Interesting. What are the implications of this as far as political action goes? Does it necessite political organizing and agitation in conjunction with the formation of cooperatives, or a worker's victory prior to establishment, etc?
Ben Seattle
15th December 2009, 14:06
Interesting. What are the implications of this as far as political action goes? Does it necessite political organizing and agitation in conjunction with the formation of cooperatives, or a worker's victory prior to establishment, etc?
The latter. Very little is going to happen until the working class has political power. How do things change when this happens? (1) the rules of the economy will change to favor these kinds of experiments, (2) subsidies, (3) economies of scale, (4) increased consciousness of workers and consummers and society at large.
It is also important to understand that, when the working class rules, the worker owned coops will represent an experiment and a temporary fix--not the fundamental way forward. The fundamental way forward will be the gift economy: without money or wages, etc.
Die Neue Zeit
15th December 2009, 15:54
Interesting.
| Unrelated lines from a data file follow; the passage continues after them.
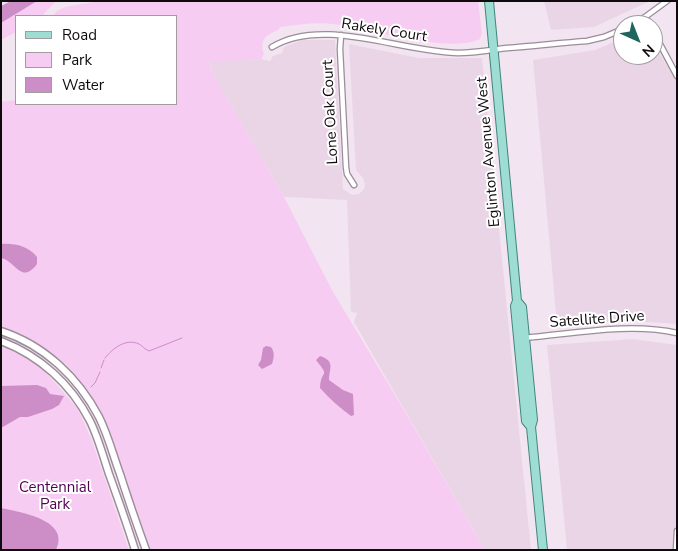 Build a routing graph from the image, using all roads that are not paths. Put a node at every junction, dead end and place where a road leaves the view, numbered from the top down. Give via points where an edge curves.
1 (489, 1) edge
2 (667, 1) edge
3 (649, 15) edge
4 (613, 33) edge
5 (341, 35) junction
6 (272, 47) dead end
7 (494, 50) junction
8 (663, 50) edge
9 (677, 76) edge
10 (354, 185) dead end
11 (1, 331) edge
12 (677, 334) edge
13 (522, 338) junction
14 (1, 341) edge
15 (677, 531) edge
16 (136, 550) edge
17 (146, 550) edge
18 (542, 550) edge
19 (676, 550) edge

1 - 7 main road, Eglinton Avenue West
2 - 3 street
4 - 7 street, Rakely Court via 587,41
5 - 6 street, Rakely Court via 293,36
5 - 7 street, Rakely Court via 438,52
5 - 10 street, Lone Oak Court via 346,167
7 - 13 main road, Eglinton Avenue West via 516,306
8 - 9 street
11 - 17 street via 47,355 68,373 89,400 107,439
12 - 13 street, Satellite Drive via 647,328
13 - 18 main road, Eglinton Avenue West via 533,420
14 - 16 street via 41,363 60,379 80,404 98,442
15 - 19 street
What are the implications of this as far as political action goes? Does it necessite political organizing and agitation in conjunction with the formation of cooperatives, or a worker's victory prior to establishment, etc?
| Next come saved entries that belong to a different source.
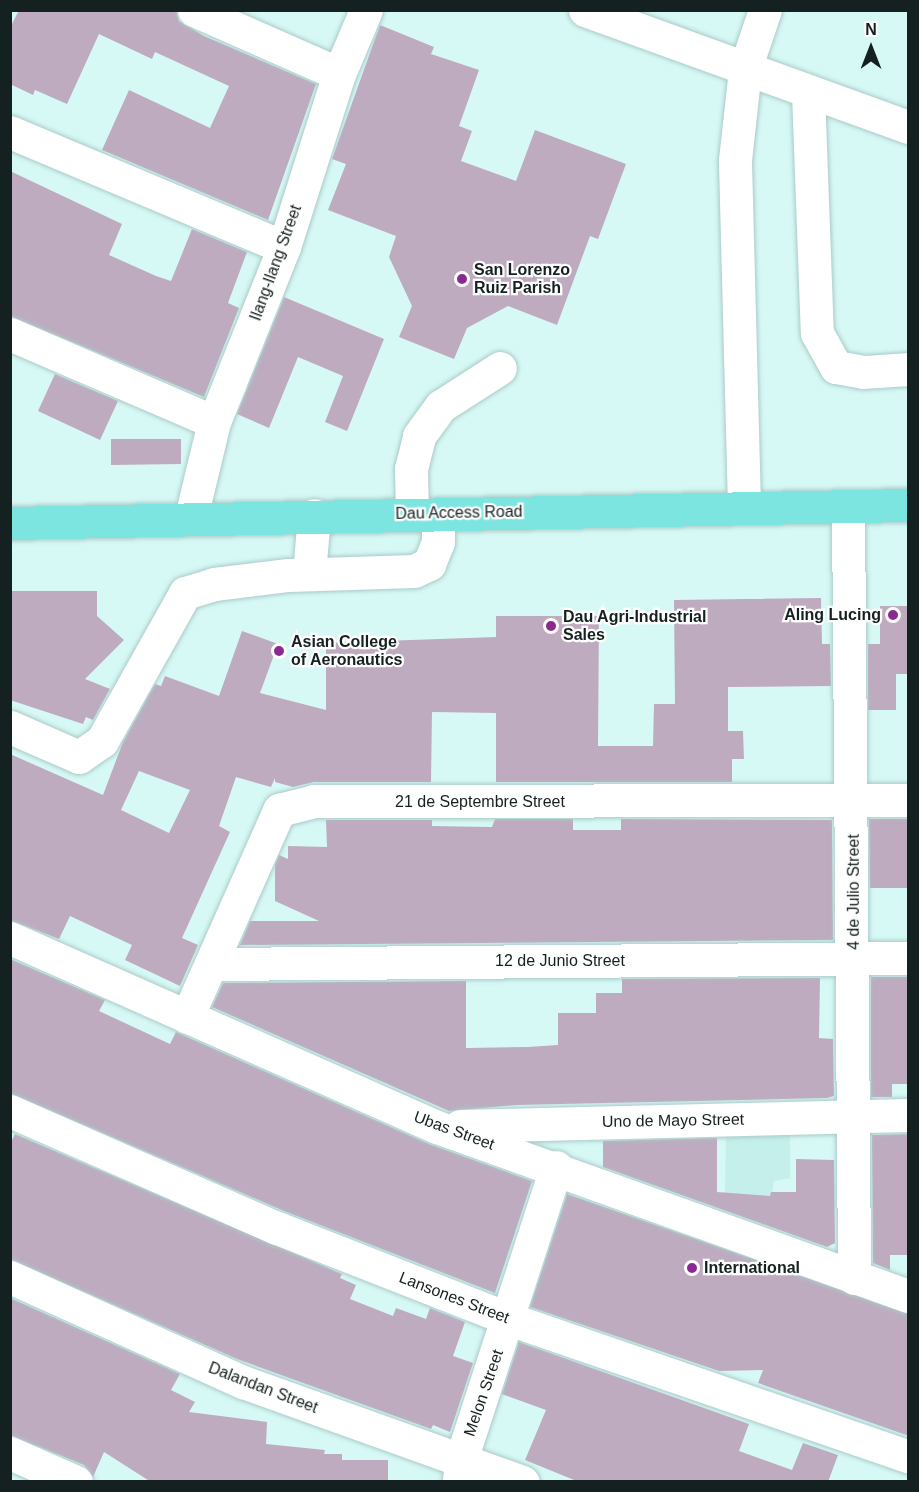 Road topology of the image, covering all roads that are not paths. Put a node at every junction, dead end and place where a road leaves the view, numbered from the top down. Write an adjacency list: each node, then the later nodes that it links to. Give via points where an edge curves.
1 (194, 10): 6 (street)
2 (366, 10): 6 (street, Ilang-Ilang Street)
3 (585, 10): 5 (street)
4 (765, 10): 5 (street)
5 (745, 69): 7 (street); 16 (street, via 735,160)
6 (339, 74): 10 (street, Ilang-Ilang Street)
7 (808, 92): 8 (street); 13 (street, via 818,333 836,367 863,372)
8 (909, 128)
9 (10, 132): 10 (street)
10 (284, 247): 14 (street, Ilang-Ilang Street)
11 (10, 334): 14 (street)
12 (500, 368): 18 (street, via 441,406 419,436 411,469)
13 (909, 369)
14 (214, 422): 20 (street, Ilang-Ilang Street)
15 (909, 505): 17 (main road, Dau Access Road)
16 (744, 506): 17 (main road, Dau Access Road); 18 (main road, Dau Access Road)
17 (848, 506): 25 (street, 4 de Julio Street)
18 (425, 514): 19 (main road, Dau Access Road); 22 (street, via 438,542 429,564 414,571)
19 (314, 515): 20 (main road, Dau Access Road); 22 (street)
20 (191, 517): 21 (main road, Dau Access Road)
21 (10, 523)
22 (309, 574): 23 (street, via 214,584 185,593 102,741 79,757)
23 (10, 728)
24 (909, 800): 25 (street, 21 de Septembre Street)
25 (853, 802): 28 (street, 4 de Julio Street); 29 (street, 21 de Septembre Street, via 314,801 279,810)
26 (10, 938): 30 (street, Ubas Street)
27 (909, 957): 28 (street, 12 de Junio Street)
28 (854, 959): 29 (street, 12 de Junio Street); 33 (street, 4 de Julio Street)
29 (212, 964): 30 (street, 21 de Septembre Street)
30 (187, 1017): 34 (street, Ubas Street)
31 (10, 1111): 40 (street, Lansones Street, via 277,1228)
32 (909, 1115): 33 (street, Uno de Mayo Street)
33 (853, 1117): 34 (street, Uno de Mayo Street); 38 (street, 4 de Julio Street)
34 (437, 1127): 35 (street, Ubas Street)
35 (556, 1167): 38 (street, Ubas Street); 40 (street, Melon Street)
36 (909, 1271): 38 (street)
37 (10, 1277): 43 (street, Dalandan Street, via 243,1382)
38 (863, 1280): 39 (street, Ubas Street)
39 (909, 1296)
40 (509, 1319): 42 (street, Lansones Street); 43 (street, Melon Street)
41 (10, 1453): 44 (street)
42 (909, 1456)
43 (460, 1471): 45 (street, Dalandan Street)
44 (76, 1482)
45 (523, 1482)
Yes, there has to be political education, agitation, and organization for such a Lassallean measure, but also for other political and economic measures:
http://www.revleft.com/vb/class-strugglist-democracy-t112390/index.html
The latter. Very little is going to happen until the working class has political power. How do things change when this happens? (1) the rules of the economy will change to favor these kinds of experiments, (2) subsidies, (3) economies of scale, (4) increased consciousness of workers and consummers and society at large.
It is also important to understand that, when the working class rules, the worker owned coops will represent an experiment and a temporary fix--not the fundamental way forward. The fundamental way forward will be the gift economy: without money or wages, etc.
Ben, Venezuela under Hugo Chavez has made great strides. Although there are clear cases of credit abuse, that country does have a "state aid" policy for cooperatives.
The link above is a suggested program for workers' power.
syndicat
15th December 2009, 17:04
Interesting stuff. I'll have to look into these, thanks for the reccomendations guys. Syndicat, that work on Mondragon sounds very interesting, I've lately been looking at the US Federation of Worker Cooperatives. Can you tell me much about them?
Not really. I know they were formed relatively recently.
I am curious, incidentally, since the theme so far seems to be that worker cooperatives are not a solution, but aren't they set up very much like how worker collectives would be organized in a socialist society? Or do you mean they simply can't muster the strength needed to break capitalism? [/QUOTE]
They won't have the strength, and they tend to lack a solidaristic consciousness due to being businesses competing in markets.
Whether they prefigure the type of worker self-management structure that would exist under socialism depends both on your conception of socialism and how the coop is formed. As I mentioned with Mondragon, it is dominated by the techno-managerial class...managers and high end professionals. Workers are subordinate. This is not how I would conceive of socialism.